A European burden of illness study (2014) examined the impact of ED on quality of life in men with ED from five European nations (France, Germany, Italy, Spain, and the United Kingdom) using data collected from the 2011 National Health and Wellness Survey.9 Of the 28,511 survey respondents, 5184 men met the criteria for self-reported ED during the past 6 months. The Short-Form 12-Item Health Survey (SF-12) was used to assess the general quality of life in the study population. SF-12 scores range from 0 (worse health) to 100 (better health), with higher scores indicative of better quality of life. The authors examined the SF-12 quality of life scores in three age cohorts: 18–39 years; 40–59 years; and ≥60 years. The results of the study showed that men with ED had significantly lower SF-12 mental domain quality of life scores and physical domain quality of life scores than men without ED for all three age cohorts.9 For example, in the 40–59 years cohort, men with ED had lower SF-12 mental domain quality of life scores and physical domain quality of life scores than men without ED (SF-12 Mental Domain: 42.9 vs 48.3; Physical Domain: 44.4 vs 59.6) (Table 1).

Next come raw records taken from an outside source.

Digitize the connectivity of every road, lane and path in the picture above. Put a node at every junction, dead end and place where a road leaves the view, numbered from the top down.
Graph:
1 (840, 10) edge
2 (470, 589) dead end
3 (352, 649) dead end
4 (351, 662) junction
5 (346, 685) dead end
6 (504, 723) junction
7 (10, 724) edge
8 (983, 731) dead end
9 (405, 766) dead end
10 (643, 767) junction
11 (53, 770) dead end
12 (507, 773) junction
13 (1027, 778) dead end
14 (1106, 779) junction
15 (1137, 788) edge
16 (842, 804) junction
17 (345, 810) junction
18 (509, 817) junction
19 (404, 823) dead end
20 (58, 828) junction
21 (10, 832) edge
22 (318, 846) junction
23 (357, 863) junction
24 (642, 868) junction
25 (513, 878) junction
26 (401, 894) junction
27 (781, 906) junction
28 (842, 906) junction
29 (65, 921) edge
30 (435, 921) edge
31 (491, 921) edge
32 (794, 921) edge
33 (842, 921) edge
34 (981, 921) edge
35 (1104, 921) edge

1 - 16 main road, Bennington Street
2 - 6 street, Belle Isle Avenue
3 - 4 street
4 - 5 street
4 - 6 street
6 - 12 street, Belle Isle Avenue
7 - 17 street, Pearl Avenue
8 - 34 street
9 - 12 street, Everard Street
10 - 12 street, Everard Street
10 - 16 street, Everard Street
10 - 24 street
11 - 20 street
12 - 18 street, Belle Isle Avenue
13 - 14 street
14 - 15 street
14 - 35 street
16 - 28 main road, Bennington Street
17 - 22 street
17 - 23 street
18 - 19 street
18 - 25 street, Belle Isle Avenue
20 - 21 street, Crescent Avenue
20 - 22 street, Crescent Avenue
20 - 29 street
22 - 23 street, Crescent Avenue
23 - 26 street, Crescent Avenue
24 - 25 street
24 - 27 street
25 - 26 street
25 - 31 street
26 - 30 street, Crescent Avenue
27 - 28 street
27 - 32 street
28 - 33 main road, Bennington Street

A real-world observational study (2003) examined the prevalence of ED in Spanish men aged 25 to 70 years and the impact of ED on quality of life.18 The SF-36 was used to assess the general quality of life in the study population (n=295 with ED; n=2160 without ED). The results of the study showed that Spanish men with ED had lower SF-36 mental component summary scores and physical component summary scores than Spanish men without ED (MCS: 48.9 vs 52.3, p<0.01; PCS: 42.3 vs 53.6, p<0.01) (Table 1).18

A US study (1998) examined the quality of life in veterans with ED (n=22) at a Veterans Affairs Medical Center.17 The SF-36 was used to assess the general quality of life in this ED population. The SF-36 scores of the ED population were then compared to quality of life SF-36 scores of the general population (community-based norms for men aged 55–64). The results of the study showed that men with ED had lower emotional, social, and physical functioning compared to aged-matched population norms indicating a profound impairment in quality of life.17 All of the respondents with ED scored lower than community-based population norms for each of the SF-36 domains.17 In particular, the respondents scored substantially lower than population norms on the physical domains, consistent with the clinical experience of poor physical health found in populations of veterans.

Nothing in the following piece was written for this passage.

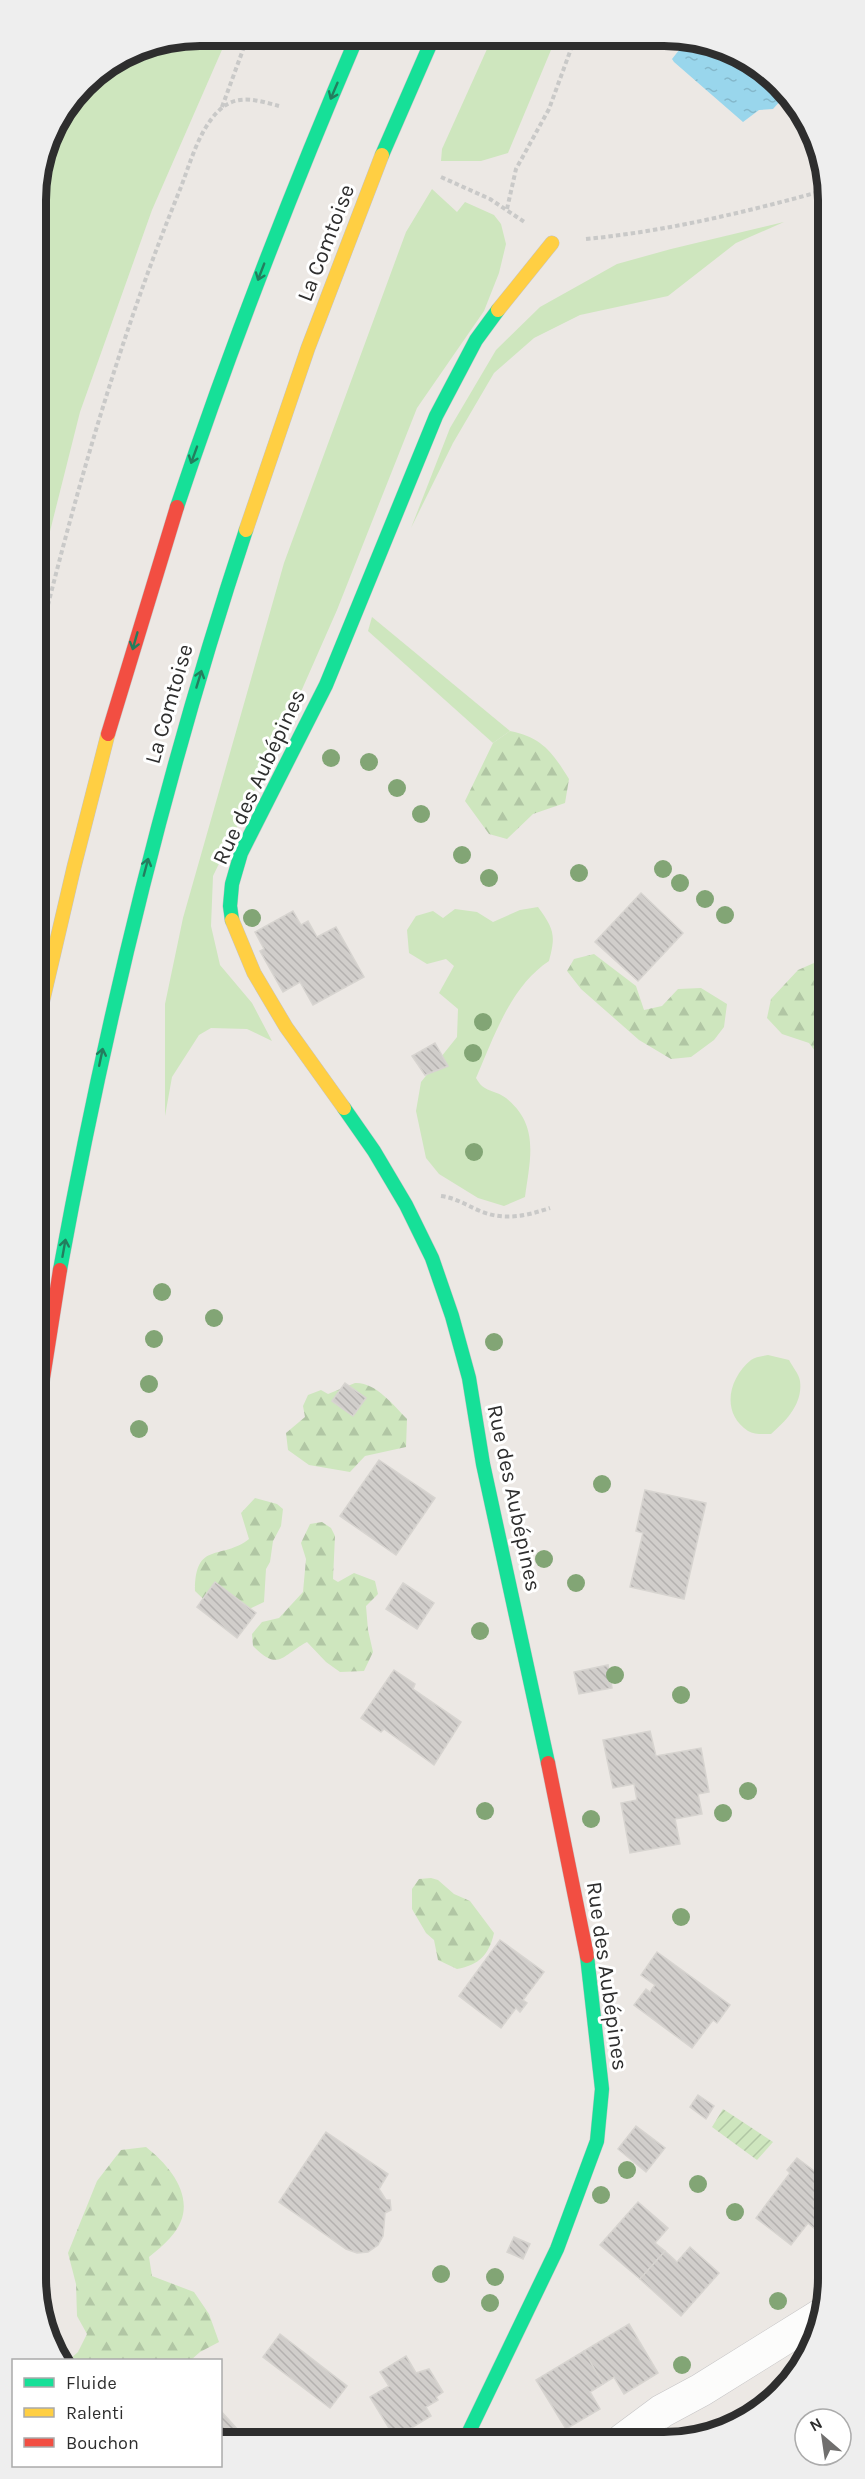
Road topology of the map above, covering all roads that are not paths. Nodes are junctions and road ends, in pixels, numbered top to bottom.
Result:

The quality of life burden from ED is similar to the quality of life burden observed in other medical conditions. In the SF-36 Health Survey Manual & Interpretation Guide (1993), the authors of the SF-36 Health Survey estimated quality of life norms for the following five medical conditions: hypertension, congestive heart failure, type II diabetes, myocardial infarction, and clinical depression.29 The SF-36 scores reported for the General Health SF-36 domain in these five conditions were 63, 47, 56, 59, and 53, respectively, indicating an impairment in quality of life similar to ED.29

Depression and anxiety are common complaints among men with ED.13,16,20,21 A recently published meta-analysis (2018) examining the relationship between ED and depression in six studies (n=22,527 participants) revealed that exposure to ED increased the risk of depression by 192% and that the incidence of depression is 2.92 times higher in men with ED than in those without ED.21 Similarly, a meta-analysis (2012) examining the relationship between sexual dysfunction (including ED) and depression in six studies (n=11,171 participants) demonstrated that sexual dysfunction increased the risk of depression (OR 2.30 [1.74, 3.03]).20 The Massachusetts Male Aging Study (n=1709), a cross-sectional, community-based random sample survey of health and aging in US men aged 40 to 70 years found that psychosocial factors such as depression, low levels of dominance, and anger (either expressed outward or directed inward) were strongly associated with ED.16

Overall, these studies demonstrate that men with ED suffer a deterioration in psychological, social, and physical well-being compared to those without ED.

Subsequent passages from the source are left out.